Singular monumento da época romana, o impropriamente chamado "Castelo da Lousa", está localizado a 3 quilómetros da Aldeia da Luz na margem esquerda do Guadiana entre as cotas 120 e 130. A estreita relação com o Rio, factor que terá sido determinante na escolha do local para a sua implantação, acarreta  também a inevitabilidade da próxima submersão pela Barragem do Alqueva, hipótese que estava já presente quando nos anos 60 Afonso do Paço e Bação Leal aí realizaram as primeiras escavações. Àqueles investigadores se deve não só o reconhecimento do interesse arqueológico do local, desde logo interpretado como "fortim romano", mas também a descoberta das suas ainda imponentes estruturas arquitectónicas graças a sucessivas campanhas de escavação realizadas entre 1963 e 1970. A teoria da sua função militar viria, no entanto, a ser contestada nos anos 80 pelo arqueólogo alemão Yurgen Wahl que aí procedeu a novos levantamentos e estudos. Para este arqueólogo ligado à Universidade de Colónia e que tem vindo a colaborar com a EDIA nas investigações mais recentes, a estrutura arquitectónica do monumento corresponderia a uma "villa" ou grande casa fortificada relacionada provavelmente com a actividade agro-pecuária. No entanto, Yurgen Wahl, em artigo importante ainda hoje só disponível em alemão confirmou as datações já antes avançadas pelos investigadores portugueses. O monumento fora construído em meados do Século I antes de Cristo, nos finais da época Republicana, tendo sido abandonado cerca de um século depois, já em pleno Império.

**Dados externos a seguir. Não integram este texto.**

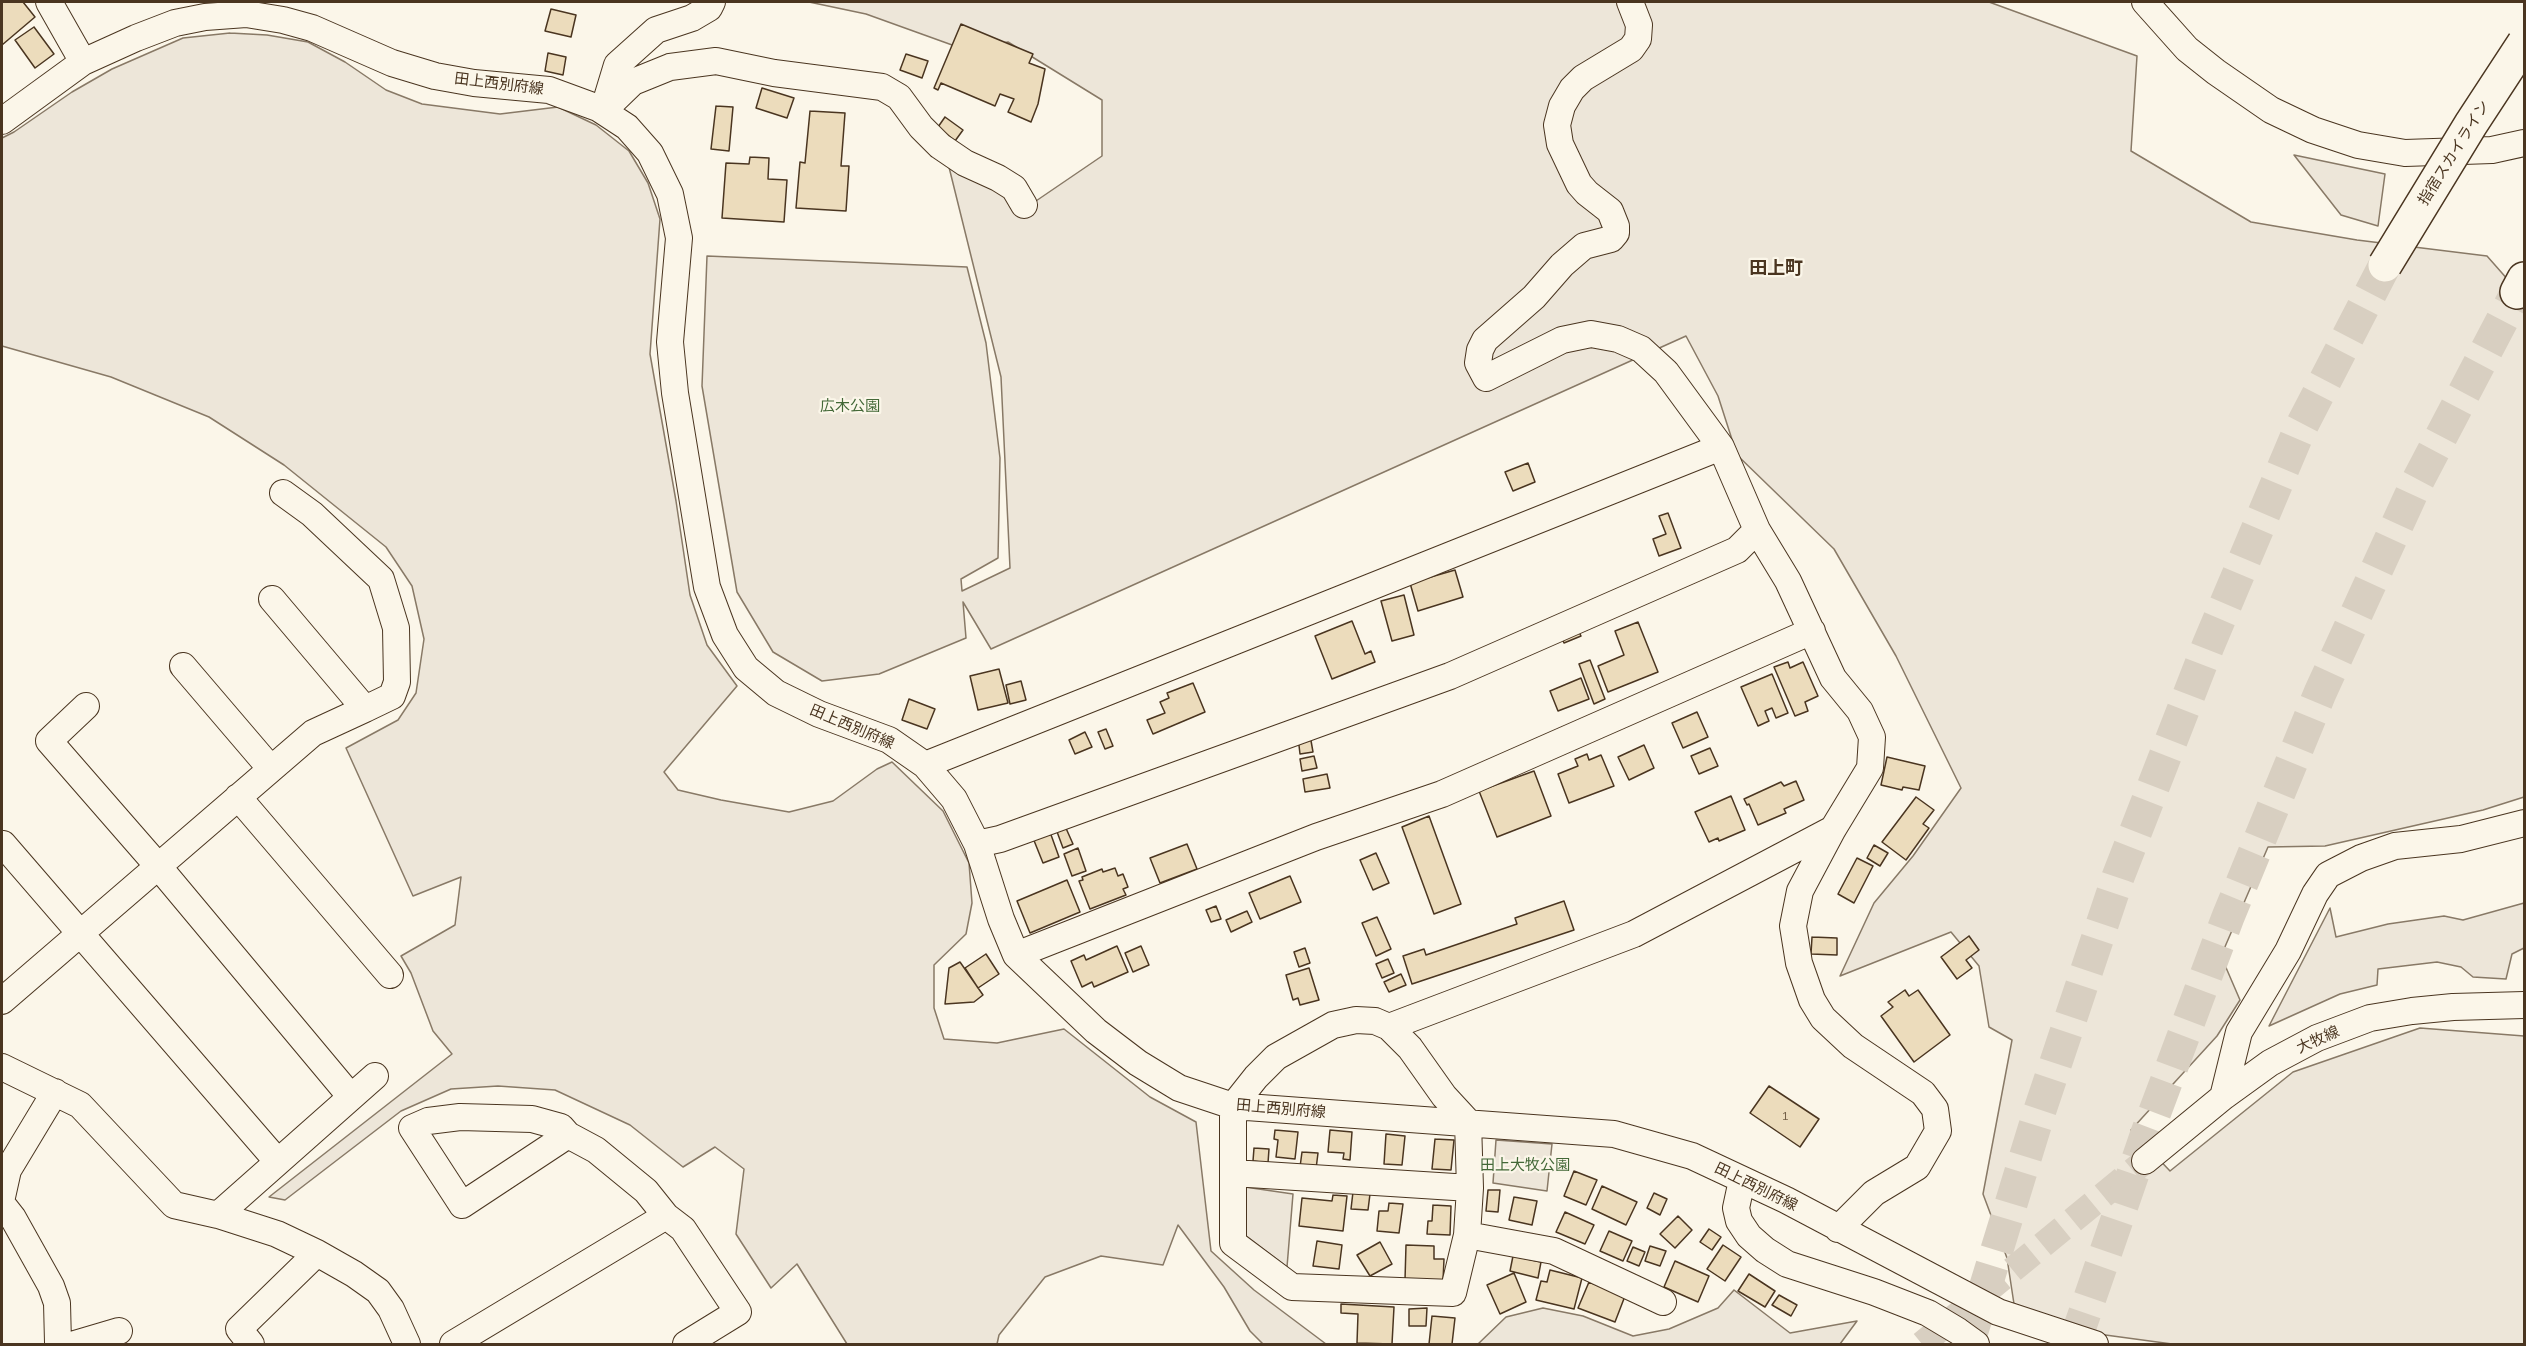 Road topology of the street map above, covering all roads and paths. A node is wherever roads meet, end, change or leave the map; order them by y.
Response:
1 (49, 2) edge
2 (712, 2) edge
3 (1630, 2) edge
4 (2145, 2) edge
5 (678, 11) edge
6 (2524, 43) edge
7 (83, 62) junction
8 (603, 111) junction
9 (2, 121) edge
10 (2524, 143) edge
11 (1024, 205) dead end
12 (2385, 265) tunnel mouth
13 (1721, 447) junction
14 (283, 493) dead end
15 (1756, 530) junction
16 (272, 599) dead end
17 (1812, 631) junction
18 (183, 666) dead end
19 (86, 706) dead end
20 (365, 709) junction
21 (925, 765) junction
22 (271, 769) junction
23 (238, 797) junction
24 (2524, 823) edge
25 (1833, 830) junction
26 (3, 844) dead end
27 (977, 844) junction
28 (158, 866) junction
29 (81, 933) junction
30 (1016, 955) junction
31 (390, 975) dead end
32 (2, 1001) edge
33 (2524, 1005) edge
34 (1389, 1027) junction
35 (2, 1067) edge
36 (375, 1076) dead end
37 (55, 1092) junction
38 (351, 1097) junction
39 (2223, 1097) junction
40 (1233, 1106) junction
41 (1468, 1122) junction
42 (568, 1135) junction
43 (278, 1161) junction
44 (2145, 1161) tunnel mouth
45 (1233, 1173) junction
46 (1742, 1180) junction
47 (1470, 1188) junction
48 (2, 1197) edge
49 (2, 1204) edge
50 (218, 1215) junction
51 (666, 1216) junction
52 (1838, 1229) junction
53 (1467, 1235) junction
54 (316, 1252) junction
55 (1663, 1302) dead end
56 (119, 1331) dead end
57 (61, 1344) edge
58 (75, 1344) edge
59 (251, 1344) edge
60 (407, 1344) edge
61 (453, 1344) edge
62 (686, 1344) edge
63 (1976, 1344) edge
64 (2095, 1344) edge

1 - 7 street
2 - 5 street
3 - 13 street
4 - 10 street
5 - 8 street
6 - 12 highway, 指宿スカイライン, bridge
7 - 8 street, 田上西別府線
7 - 9 street, 田上西別府線
8 - 11 street
8 - 21 street, 田上西別府線
13 - 15 street
13 - 21 street
14 - 20 street
15 - 17 street
15 - 27 street
16 - 20 street
17 - 25 street
17 - 30 street
18 - 22 street
19 - 28 street
20 - 22 street
21 - 27 street, 田上西別府線
22 - 23 street
23 - 28 street
23 - 31 street
24 - 39 street
25 - 34 street
25 - 52 street
26 - 29 street
27 - 30 street, 田上西別府線
28 - 29 street
28 - 38 street
29 - 32 street
29 - 43 street
30 - 40 street, 田上西別府線
33 - 39 street, 大牧線
34 - 40 street
34 - 41 street
35 - 37 street
36 - 38 street
37 - 48 street
37 - 50 street
38 - 43 street
39 - 44 street, 大牧線
40 - 41 street, 田上西別府線
40 - 45 street
41 - 46 street, 田上西別府線
41 - 47 street
42 - 42 street
42 - 51 street
43 - 50 street
45 - 47 street
45 - 53 street
46 - 52 street, 田上西別府線
46 - 63 street
47 - 53 street
49 - 57 street
50 - 54 street
51 - 61 street
51 - 62 street
52 - 64 street, 田上西別府線
53 - 55 street
54 - 59 street
54 - 60 street
56 - 58 street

            Dada a particular importância deste monumento que durante muito tempo partilhou com o "Cromeleque do Xerêz" especial preocupação dos arqueólogos face ao Empreendimento de Alqueva, o mesmo viria a ser objecto a partir de 1997 de um conjunto de acções específicas no quadro do Plano de Minimização dos Impactes Arqueológicos do Alqueva elaborado pela EDIA e aprovado pelo Ministério da Cultura. Destacam-se antes de mais todo um conjunto de novas escavações arqueológicas realizadas por uma firma de Évora a ARKHAIOS com a colaboração do Instituto de Arqueologia da Faculdade de Letras de Coimbra, que nos dão hoje uma visão muito mais alargada do complexo arquitectónico original. Ainda que em termos de informação genérica (cronologias, espólios e funções) não se verifiquem grandes novidades em relação aos dados já conhecidos, a zona com ruínas reconhecidas aumentou sensivelmente para o dobro colocando novas questões interpretativas. Esta oportunidade foi igualmente aproveitada para se realizarem novos levantamentos topográficos, adjudicados à Universidade da Beira Interior e, mais recentemente, prospecções geofísicas. Para lá de estar previsto o apoio à publicação científica dos resultados das novas escavações, actualmente em vias de conclusão, a EDIA prepara desde já a execução de meios museográficos com vista ao futuro tratamento da memória do Castelo da Lousa, tema a que será dado um destaque especial no Museu da Aldeia da Luz, já em construção na nova aldeia. Referimo-nos à produção de maquetes das ruínas, bem como de um CDRom interactivo que a par de outra informação disponibilizará um largo conjunto de imagens panorâmicas (360º) do monumento e da paisagem envolvente, tal como ele se encontrava na fase final das escavações.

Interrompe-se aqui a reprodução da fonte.